## PROVIDED DATA
========================================================================
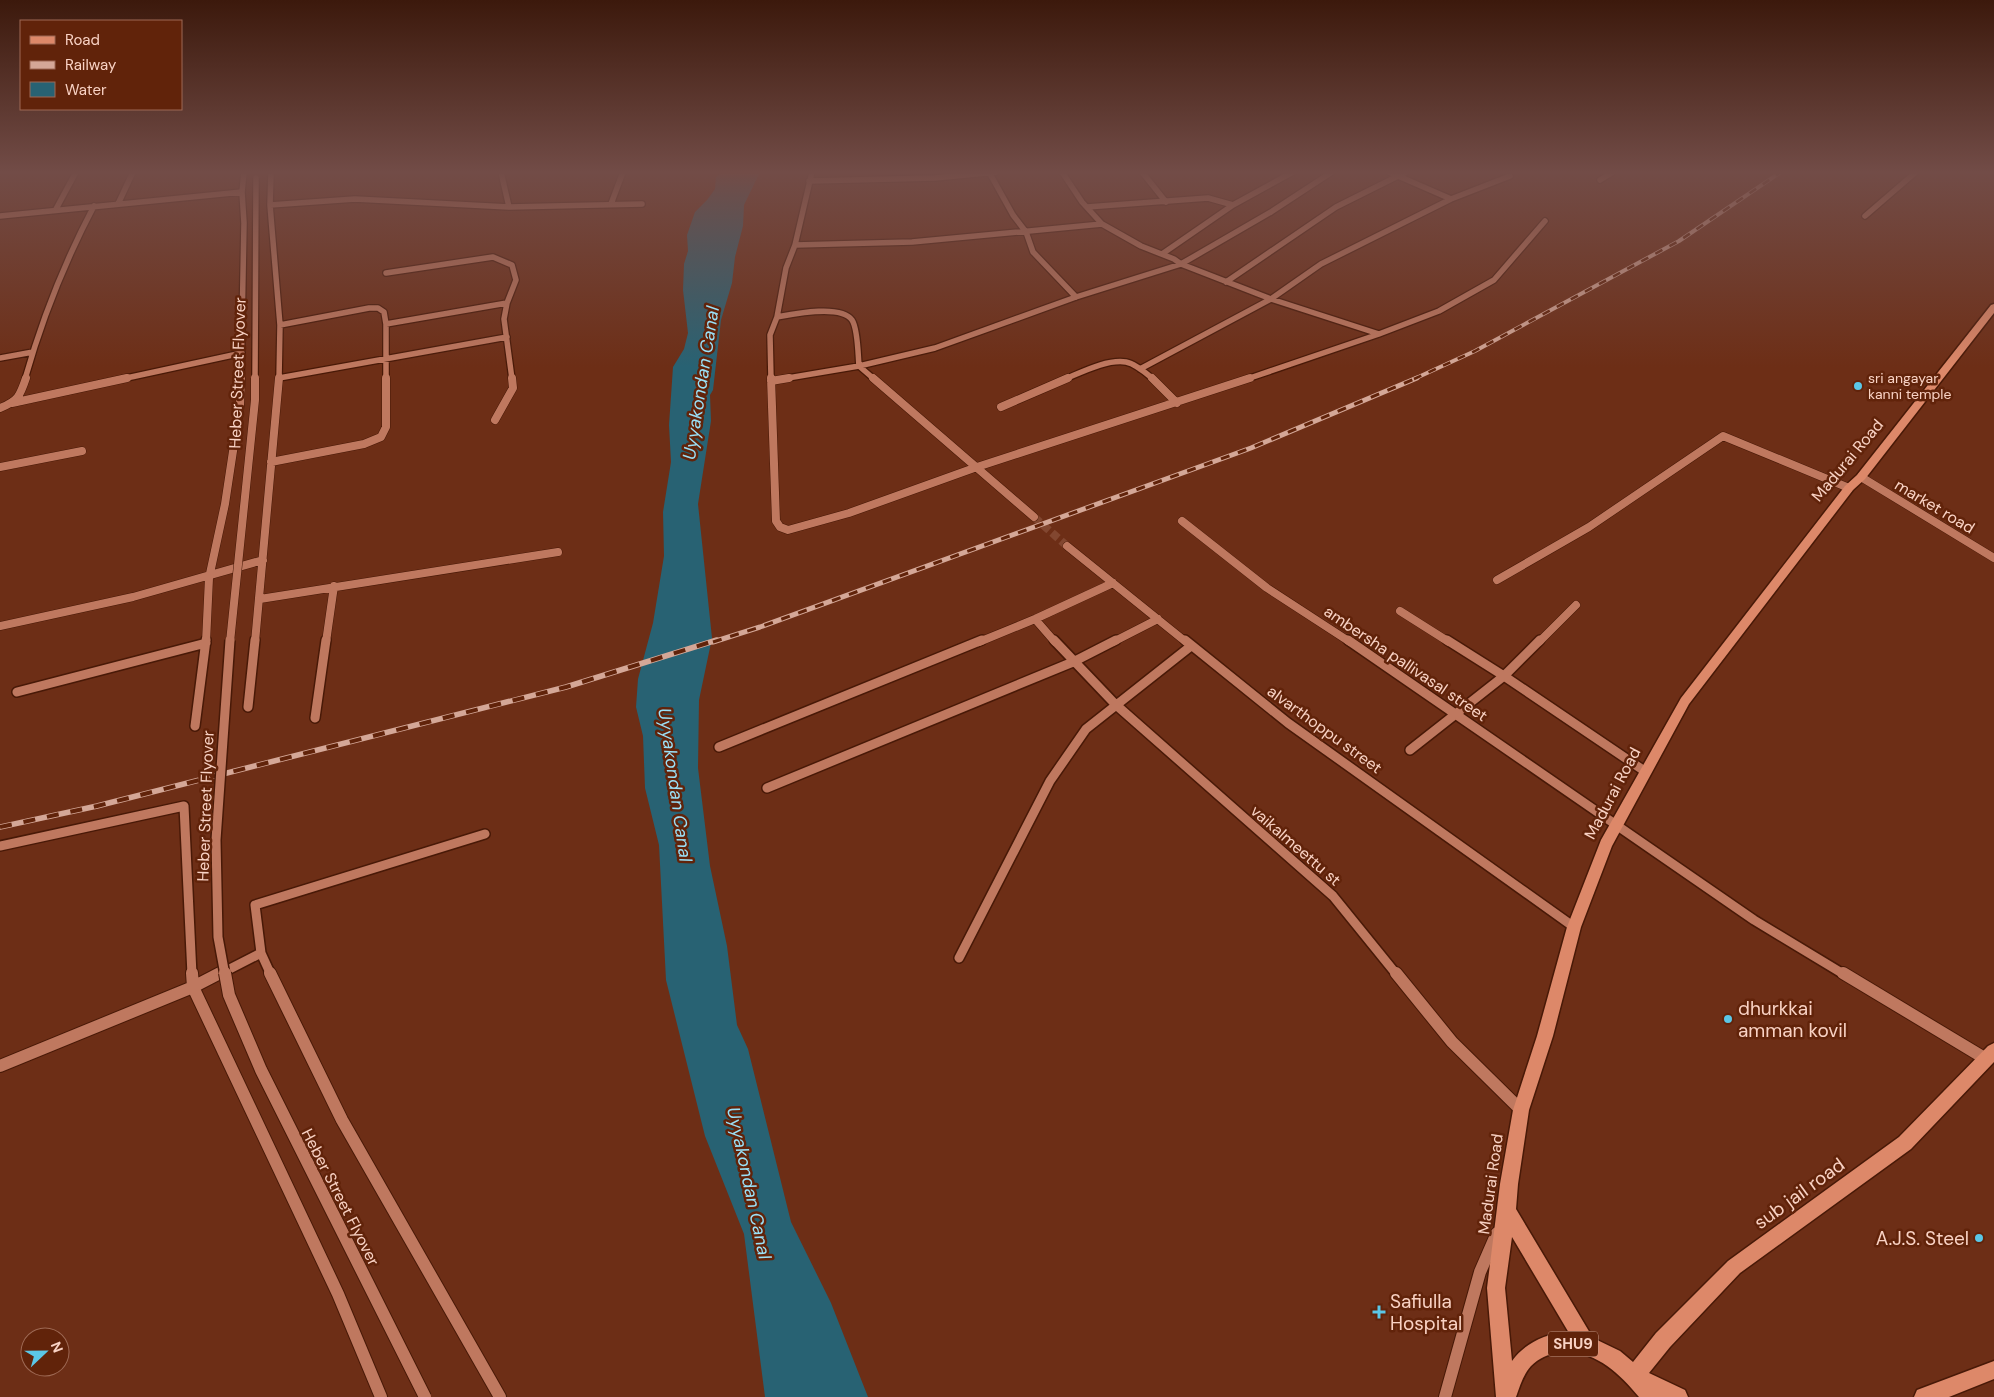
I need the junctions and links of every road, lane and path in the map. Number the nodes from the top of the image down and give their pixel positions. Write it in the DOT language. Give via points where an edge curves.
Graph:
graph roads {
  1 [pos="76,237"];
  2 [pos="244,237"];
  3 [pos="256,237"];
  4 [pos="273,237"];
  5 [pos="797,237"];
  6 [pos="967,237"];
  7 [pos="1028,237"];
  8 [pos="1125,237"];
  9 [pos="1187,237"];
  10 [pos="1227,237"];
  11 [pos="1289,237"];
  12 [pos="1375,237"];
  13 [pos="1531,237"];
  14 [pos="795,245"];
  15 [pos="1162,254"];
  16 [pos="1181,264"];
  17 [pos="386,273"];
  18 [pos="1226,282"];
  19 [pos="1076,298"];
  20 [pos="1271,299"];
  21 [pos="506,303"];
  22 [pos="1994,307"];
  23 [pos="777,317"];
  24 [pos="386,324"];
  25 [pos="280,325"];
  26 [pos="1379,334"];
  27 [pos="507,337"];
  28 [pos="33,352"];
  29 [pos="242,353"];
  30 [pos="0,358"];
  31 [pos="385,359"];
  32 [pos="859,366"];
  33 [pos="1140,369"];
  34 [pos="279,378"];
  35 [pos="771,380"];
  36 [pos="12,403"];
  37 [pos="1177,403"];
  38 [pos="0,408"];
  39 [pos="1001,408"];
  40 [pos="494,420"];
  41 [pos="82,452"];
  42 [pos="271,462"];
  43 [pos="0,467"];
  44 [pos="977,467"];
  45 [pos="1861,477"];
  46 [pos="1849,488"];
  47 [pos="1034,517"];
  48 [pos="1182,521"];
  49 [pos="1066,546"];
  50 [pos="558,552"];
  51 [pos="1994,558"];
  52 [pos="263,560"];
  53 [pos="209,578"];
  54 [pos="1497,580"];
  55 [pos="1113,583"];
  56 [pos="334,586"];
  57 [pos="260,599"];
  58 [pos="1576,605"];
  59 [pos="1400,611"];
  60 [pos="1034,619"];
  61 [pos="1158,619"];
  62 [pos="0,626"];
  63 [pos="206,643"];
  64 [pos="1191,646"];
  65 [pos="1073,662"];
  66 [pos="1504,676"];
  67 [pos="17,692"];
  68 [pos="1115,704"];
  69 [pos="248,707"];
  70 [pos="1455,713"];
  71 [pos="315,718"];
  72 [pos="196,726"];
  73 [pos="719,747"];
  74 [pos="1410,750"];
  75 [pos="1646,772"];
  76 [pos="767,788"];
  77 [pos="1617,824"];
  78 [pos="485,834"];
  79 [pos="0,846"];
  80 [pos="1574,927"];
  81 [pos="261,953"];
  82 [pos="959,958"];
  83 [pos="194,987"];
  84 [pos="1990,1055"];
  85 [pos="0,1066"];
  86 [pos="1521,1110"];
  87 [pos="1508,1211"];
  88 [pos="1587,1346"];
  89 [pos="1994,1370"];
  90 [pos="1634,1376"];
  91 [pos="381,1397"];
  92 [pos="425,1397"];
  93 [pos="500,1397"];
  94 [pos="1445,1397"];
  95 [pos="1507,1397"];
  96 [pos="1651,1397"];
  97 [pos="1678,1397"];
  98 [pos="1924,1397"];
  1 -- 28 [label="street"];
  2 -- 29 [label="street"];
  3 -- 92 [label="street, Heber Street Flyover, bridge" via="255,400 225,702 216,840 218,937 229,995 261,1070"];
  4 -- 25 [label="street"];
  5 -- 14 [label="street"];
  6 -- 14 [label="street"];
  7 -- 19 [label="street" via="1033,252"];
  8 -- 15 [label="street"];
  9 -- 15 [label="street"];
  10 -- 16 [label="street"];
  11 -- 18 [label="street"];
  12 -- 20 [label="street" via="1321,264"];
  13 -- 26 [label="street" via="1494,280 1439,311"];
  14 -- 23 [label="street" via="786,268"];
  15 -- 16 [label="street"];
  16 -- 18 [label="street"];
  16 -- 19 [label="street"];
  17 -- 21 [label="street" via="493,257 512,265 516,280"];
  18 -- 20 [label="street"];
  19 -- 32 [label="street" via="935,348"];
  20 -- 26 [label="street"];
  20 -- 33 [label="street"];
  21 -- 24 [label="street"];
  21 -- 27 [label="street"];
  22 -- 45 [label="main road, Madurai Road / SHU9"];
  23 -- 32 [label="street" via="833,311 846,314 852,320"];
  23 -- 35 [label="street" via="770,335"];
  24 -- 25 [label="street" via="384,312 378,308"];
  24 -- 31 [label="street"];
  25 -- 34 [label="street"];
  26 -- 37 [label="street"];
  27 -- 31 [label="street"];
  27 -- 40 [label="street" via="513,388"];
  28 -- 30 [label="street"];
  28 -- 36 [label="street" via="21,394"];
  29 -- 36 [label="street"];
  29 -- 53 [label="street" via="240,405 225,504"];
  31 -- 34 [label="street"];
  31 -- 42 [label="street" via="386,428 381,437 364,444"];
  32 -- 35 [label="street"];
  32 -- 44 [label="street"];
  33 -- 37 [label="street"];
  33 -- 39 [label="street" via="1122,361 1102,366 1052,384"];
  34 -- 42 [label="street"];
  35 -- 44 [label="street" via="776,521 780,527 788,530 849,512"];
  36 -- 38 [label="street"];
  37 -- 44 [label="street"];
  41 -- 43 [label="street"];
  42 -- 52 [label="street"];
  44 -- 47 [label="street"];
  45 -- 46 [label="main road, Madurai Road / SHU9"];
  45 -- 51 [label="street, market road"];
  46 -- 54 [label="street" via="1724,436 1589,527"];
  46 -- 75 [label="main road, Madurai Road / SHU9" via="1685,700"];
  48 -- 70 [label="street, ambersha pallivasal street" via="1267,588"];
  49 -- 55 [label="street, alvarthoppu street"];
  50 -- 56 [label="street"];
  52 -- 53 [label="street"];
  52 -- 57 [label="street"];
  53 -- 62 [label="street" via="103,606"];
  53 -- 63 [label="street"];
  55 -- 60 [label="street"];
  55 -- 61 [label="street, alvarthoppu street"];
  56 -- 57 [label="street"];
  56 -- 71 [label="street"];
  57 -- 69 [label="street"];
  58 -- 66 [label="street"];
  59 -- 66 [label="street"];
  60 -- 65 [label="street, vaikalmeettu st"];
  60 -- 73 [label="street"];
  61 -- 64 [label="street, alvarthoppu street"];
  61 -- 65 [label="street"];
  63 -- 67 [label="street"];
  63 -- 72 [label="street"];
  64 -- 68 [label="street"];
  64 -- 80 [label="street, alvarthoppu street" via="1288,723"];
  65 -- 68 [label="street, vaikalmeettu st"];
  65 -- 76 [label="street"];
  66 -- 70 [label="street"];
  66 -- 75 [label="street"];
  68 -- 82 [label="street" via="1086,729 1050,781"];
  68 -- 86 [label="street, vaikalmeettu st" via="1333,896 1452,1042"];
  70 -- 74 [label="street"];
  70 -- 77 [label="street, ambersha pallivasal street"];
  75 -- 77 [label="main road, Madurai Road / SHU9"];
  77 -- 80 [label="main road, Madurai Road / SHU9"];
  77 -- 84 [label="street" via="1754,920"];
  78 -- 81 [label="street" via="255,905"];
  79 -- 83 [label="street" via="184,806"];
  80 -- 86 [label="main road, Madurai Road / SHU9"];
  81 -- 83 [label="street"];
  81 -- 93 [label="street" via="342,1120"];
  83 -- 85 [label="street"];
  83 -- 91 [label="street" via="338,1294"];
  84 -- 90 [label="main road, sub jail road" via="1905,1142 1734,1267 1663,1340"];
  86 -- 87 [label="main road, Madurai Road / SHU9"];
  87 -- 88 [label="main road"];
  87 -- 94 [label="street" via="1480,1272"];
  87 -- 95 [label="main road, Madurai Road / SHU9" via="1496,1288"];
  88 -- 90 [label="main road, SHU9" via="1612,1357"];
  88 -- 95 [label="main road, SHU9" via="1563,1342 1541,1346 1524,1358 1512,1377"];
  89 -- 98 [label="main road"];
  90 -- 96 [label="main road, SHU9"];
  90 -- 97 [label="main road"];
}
========================================================================
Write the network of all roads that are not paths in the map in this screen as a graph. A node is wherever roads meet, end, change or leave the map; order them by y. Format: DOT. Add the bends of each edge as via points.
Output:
========================================================================
## WORK ITEM
Look over the records. Copy the lines that include the word "points".

## EXERCISE RESULT
I need the junctions and links of every road, lane and path in the map. Number the nodes from the top of the image down and give their pixel positions. Write it in the DOT language. Give via points where an edge curves.
Write the network of all roads that are not paths in the map in this screen as a graph. A node is wherever roads meet, end, change or leave the map; order them by y. Format: DOT. Add the bends of each edge as via points.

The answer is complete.